Bone imaging is a critical aspect of care for patients with multiple myeloma (MM), and recent advances in imaging modalities have improved detection of lytic lesions and bone marrow involvement. Incorporating these new modalities into clinical practice, however, has been challenging for many clinicians, according to an article published in the 2018 American Society of Clinical Oncology (ASCO) Educational Book and a corresponding presentation at the 2018 ASCO Annual Meeting.1
“We need to educate the community about the appropriate time to order these scans and also the pros and cons of each test,” Ravi Vij, MD, MBA, of the Washington University School of Medicine in St. Louis, Missouri ― who is an author of the article ― told Cancer Therapy Advisor.

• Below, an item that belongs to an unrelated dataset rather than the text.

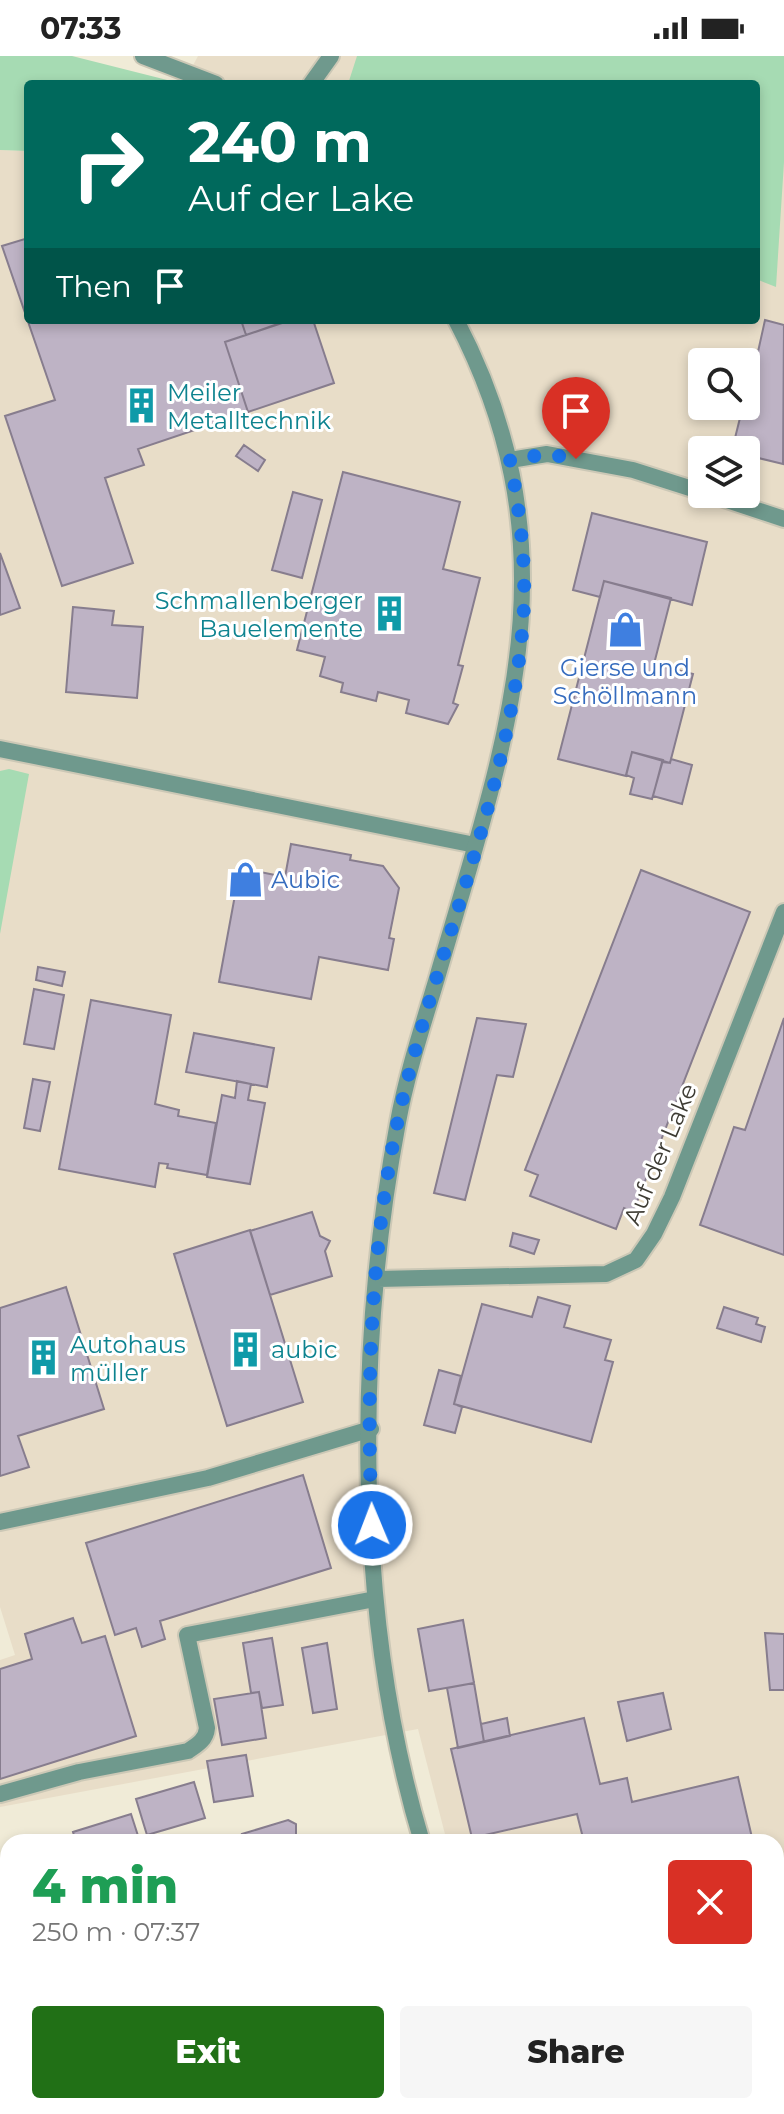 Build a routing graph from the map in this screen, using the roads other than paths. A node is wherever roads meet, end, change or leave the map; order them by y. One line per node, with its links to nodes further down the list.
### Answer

Modalities of Bone Imaging
The International Myeloma Working Group (IMWG) states that the presence of at least 1 lytic bone lesion with radiography or computed tomography (CT) or fluorine-18–2-fluoro-2-deoxy-d-glucose positron emission tomography and CT (FDG-PET/CT) or more than 1 focal lesion by MRI is indicative of MM. Bone involvement is present in about two-thirds of patients at diagnosis, and nearly all patients will develop bone disease at some point during their disease course. Bone imaging is therefore a cornerstone of MM management.
The conventional modality was whole-body skeletal survey by radiography (WBXR), but because more than 30% of trabecular bone loss must occur before this modality can detect a lytic lesion, more advanced imaging techniques were developed.
“Skeletal surveys have been the modality that we used in the work-up and follow-up of patients with MM, but the newer imaging techniques like whole-body CT scan, MRI, and PET/CT offer much more information,” Dr Vij said.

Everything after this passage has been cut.